- PROBLEM DESCRIPTION
Return the data below unaltered, but strip out the pictures.

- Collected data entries
···
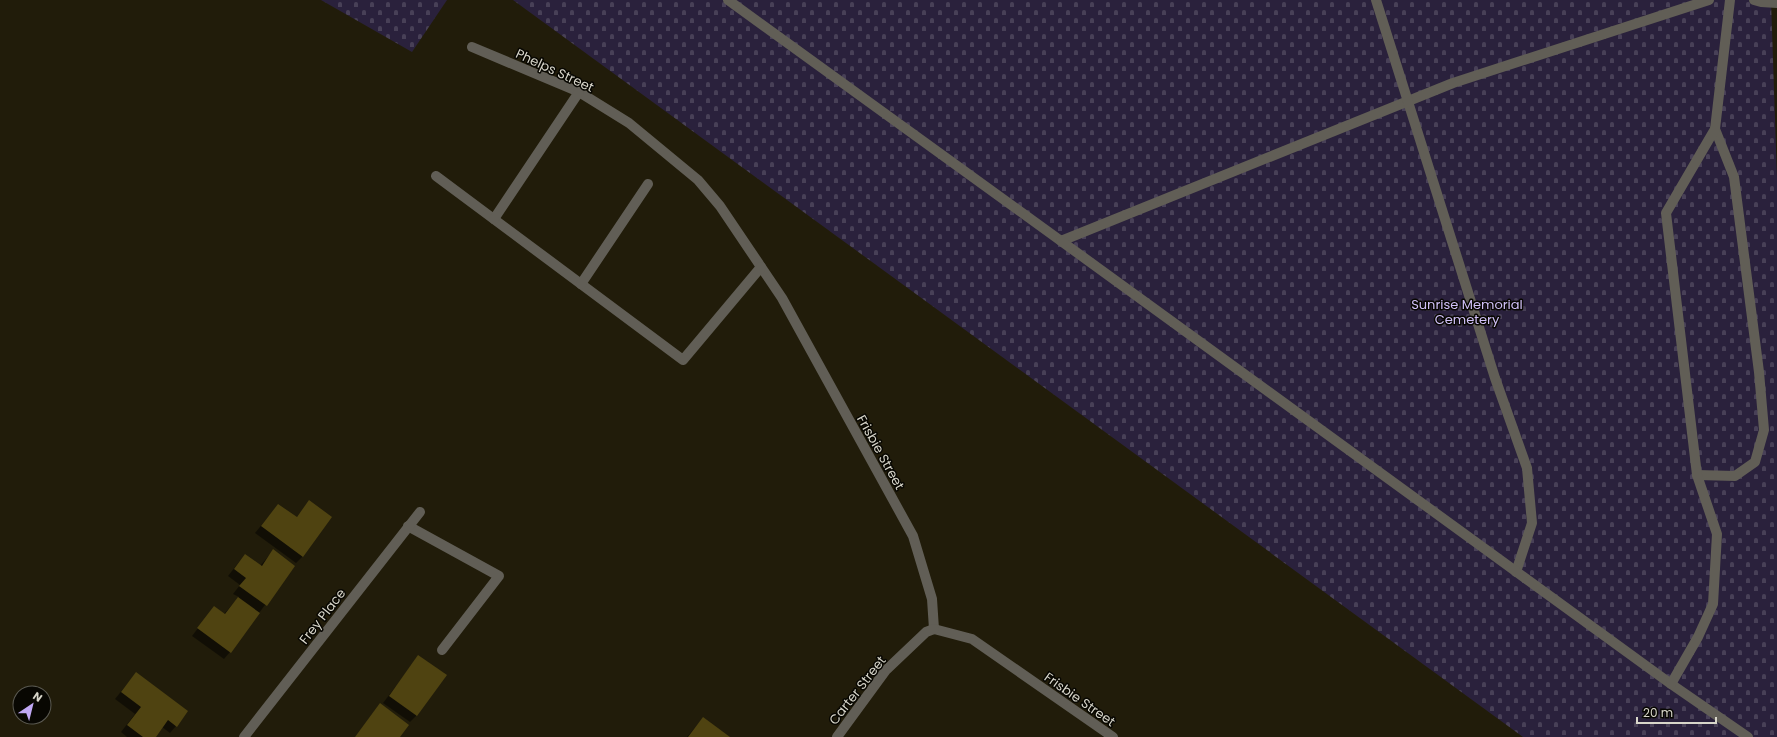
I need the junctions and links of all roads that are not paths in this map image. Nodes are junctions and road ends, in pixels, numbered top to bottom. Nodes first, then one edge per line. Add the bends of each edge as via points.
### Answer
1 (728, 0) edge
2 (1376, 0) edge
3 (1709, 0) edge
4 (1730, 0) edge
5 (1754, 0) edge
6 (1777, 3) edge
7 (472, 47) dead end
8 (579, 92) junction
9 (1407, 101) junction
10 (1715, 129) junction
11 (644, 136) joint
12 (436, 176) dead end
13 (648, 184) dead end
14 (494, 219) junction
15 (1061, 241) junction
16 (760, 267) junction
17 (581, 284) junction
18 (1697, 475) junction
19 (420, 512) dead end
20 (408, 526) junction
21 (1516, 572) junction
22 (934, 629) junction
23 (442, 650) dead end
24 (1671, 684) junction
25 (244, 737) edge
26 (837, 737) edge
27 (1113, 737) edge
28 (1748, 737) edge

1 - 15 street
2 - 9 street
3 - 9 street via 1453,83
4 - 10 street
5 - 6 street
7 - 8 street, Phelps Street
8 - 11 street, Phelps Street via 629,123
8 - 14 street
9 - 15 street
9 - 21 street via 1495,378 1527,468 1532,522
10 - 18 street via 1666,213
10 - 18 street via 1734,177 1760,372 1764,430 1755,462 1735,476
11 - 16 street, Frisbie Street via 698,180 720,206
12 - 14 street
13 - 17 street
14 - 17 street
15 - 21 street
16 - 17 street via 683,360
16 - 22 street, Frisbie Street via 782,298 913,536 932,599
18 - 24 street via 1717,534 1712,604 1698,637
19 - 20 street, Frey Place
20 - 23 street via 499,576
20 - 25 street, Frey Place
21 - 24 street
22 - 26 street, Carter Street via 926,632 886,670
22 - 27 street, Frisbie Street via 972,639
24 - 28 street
···
- ANSWER SECTION
I need the junctions and links of all roads that are not paths in this map image. Nodes are junctions and road ends, in pixels, numbered top to bottom. Nodes first, then one edge per line. Add the bends of each edge as via points.
### Answer
1 (728, 0) edge
2 (1376, 0) edge
3 (1709, 0) edge
4 (1730, 0) edge
5 (1754, 0) edge
6 (1777, 3) edge
7 (472, 47) dead end
8 (579, 92) junction
9 (1407, 101) junction
10 (1715, 129) junction
11 (644, 136) joint
12 (436, 176) dead end
13 (648, 184) dead end
14 (494, 219) junction
15 (1061, 241) junction
16 (760, 267) junction
17 (581, 284) junction
18 (1697, 475) junction
19 (420, 512) dead end
20 (408, 526) junction
21 (1516, 572) junction
22 (934, 629) junction
23 (442, 650) dead end
24 (1671, 684) junction
25 (244, 737) edge
26 (837, 737) edge
27 (1113, 737) edge
28 (1748, 737) edge

1 - 15 street
2 - 9 street
3 - 9 street via 1453,83
4 - 10 street
5 - 6 street
7 - 8 street, Phelps Street
8 - 11 street, Phelps Street via 629,123
8 - 14 street
9 - 15 street
9 - 21 street via 1495,378 1527,468 1532,522
10 - 18 street via 1666,213
10 - 18 street via 1734,177 1760,372 1764,430 1755,462 1735,476
11 - 16 street, Frisbie Street via 698,180 720,206
12 - 14 street
13 - 17 street
14 - 17 street
15 - 21 street
16 - 17 street via 683,360
16 - 22 street, Frisbie Street via 782,298 913,536 932,599
18 - 24 street via 1717,534 1712,604 1698,637
19 - 20 street, Frey Place
20 - 23 street via 499,576
20 - 25 street, Frey Place
21 - 24 street
22 - 26 street, Carter Street via 926,632 886,670
22 - 27 street, Frisbie Street via 972,639
24 - 28 street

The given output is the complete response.